[Collected data]
*** Block opens ***

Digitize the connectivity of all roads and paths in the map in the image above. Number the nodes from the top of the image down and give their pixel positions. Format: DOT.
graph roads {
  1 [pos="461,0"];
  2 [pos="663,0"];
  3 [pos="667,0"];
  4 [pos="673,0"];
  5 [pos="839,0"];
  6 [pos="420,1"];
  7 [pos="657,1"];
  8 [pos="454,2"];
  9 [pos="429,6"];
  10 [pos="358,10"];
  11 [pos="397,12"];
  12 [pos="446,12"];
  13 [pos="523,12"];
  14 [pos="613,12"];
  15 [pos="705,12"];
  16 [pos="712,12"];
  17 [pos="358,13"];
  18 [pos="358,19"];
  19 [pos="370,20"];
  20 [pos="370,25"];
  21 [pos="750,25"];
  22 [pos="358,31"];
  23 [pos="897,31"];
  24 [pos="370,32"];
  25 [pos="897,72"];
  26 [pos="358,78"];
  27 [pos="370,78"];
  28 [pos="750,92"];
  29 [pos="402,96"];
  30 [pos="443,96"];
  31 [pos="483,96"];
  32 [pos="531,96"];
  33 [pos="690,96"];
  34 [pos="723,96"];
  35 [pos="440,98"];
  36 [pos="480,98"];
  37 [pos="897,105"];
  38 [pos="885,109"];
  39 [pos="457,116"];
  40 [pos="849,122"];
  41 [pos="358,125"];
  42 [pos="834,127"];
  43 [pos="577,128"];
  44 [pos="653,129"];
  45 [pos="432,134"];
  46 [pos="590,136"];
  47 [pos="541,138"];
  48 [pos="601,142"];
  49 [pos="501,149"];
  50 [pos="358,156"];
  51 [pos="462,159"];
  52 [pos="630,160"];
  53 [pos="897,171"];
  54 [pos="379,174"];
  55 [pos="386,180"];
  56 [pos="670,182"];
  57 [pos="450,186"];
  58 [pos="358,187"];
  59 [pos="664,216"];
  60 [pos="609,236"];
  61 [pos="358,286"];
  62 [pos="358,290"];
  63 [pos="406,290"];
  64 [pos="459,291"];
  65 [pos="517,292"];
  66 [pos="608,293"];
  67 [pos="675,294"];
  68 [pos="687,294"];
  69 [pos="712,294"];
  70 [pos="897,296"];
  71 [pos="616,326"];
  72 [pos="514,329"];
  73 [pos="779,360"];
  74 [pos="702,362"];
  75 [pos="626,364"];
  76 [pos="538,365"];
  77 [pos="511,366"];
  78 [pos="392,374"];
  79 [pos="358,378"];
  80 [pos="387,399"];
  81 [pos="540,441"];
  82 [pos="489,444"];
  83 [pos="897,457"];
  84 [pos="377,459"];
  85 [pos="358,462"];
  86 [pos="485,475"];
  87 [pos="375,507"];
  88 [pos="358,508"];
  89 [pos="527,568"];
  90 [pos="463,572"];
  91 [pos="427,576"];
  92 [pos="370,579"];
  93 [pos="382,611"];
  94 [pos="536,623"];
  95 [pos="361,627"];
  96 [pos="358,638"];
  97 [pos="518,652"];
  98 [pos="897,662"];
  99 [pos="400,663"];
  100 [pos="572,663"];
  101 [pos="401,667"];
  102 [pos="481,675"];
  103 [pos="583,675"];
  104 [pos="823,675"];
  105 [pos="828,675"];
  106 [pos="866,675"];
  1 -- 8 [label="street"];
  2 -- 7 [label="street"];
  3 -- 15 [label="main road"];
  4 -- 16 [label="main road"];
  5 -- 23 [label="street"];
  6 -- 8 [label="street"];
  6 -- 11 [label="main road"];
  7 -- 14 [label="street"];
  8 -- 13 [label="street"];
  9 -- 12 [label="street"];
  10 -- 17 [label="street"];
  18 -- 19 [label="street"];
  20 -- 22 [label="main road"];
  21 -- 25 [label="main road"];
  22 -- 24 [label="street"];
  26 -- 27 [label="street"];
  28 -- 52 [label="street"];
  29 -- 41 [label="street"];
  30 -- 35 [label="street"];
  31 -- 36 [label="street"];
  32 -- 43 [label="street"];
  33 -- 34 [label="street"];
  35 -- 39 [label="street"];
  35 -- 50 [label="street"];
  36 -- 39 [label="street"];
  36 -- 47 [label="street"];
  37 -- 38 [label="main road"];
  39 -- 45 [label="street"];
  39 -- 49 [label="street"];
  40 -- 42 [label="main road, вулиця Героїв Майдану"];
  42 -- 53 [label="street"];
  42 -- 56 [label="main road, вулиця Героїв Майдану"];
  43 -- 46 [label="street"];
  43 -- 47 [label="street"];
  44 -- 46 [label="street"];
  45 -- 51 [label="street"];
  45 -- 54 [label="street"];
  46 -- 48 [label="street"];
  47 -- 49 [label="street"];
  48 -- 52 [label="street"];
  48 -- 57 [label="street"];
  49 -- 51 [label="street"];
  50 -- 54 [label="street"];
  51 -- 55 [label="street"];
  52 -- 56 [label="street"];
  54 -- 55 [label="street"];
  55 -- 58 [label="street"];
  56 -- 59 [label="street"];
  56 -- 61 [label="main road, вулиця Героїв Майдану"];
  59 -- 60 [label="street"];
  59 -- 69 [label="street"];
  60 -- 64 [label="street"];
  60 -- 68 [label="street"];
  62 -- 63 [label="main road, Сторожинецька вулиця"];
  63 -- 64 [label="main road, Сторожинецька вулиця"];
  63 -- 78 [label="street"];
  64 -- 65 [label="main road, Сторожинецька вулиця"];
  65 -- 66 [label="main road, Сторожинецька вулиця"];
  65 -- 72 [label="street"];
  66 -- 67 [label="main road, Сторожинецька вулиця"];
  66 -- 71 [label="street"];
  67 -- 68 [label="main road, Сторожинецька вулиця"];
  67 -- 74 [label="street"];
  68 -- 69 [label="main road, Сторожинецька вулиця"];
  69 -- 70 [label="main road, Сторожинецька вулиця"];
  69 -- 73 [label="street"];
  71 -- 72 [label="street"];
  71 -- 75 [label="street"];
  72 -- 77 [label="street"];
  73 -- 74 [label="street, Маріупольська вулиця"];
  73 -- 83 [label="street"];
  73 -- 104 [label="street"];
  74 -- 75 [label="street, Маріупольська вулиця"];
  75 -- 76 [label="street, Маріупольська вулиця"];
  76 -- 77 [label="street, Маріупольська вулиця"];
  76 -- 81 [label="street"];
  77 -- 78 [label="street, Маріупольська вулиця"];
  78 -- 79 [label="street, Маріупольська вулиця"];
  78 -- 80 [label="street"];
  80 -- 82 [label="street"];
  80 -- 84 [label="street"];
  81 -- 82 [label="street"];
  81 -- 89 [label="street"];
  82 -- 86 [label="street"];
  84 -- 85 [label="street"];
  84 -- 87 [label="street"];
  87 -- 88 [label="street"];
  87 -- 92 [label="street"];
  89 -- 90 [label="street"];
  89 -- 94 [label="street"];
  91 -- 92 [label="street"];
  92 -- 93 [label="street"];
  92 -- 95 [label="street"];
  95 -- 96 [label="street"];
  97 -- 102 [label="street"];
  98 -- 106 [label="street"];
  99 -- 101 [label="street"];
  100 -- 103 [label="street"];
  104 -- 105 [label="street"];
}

*** Block closes ***

Exercise directions → Search the entries above for "Героїв". Return every line that has it.

Response for this exercise →
  40 -- 42 [label="main road, вулиця Героїв Майдану"];
  42 -- 56 [label="main road, вулиця Героїв Майдану"];
  56 -- 61 [label="main road, вулиця Героїв Майдану"];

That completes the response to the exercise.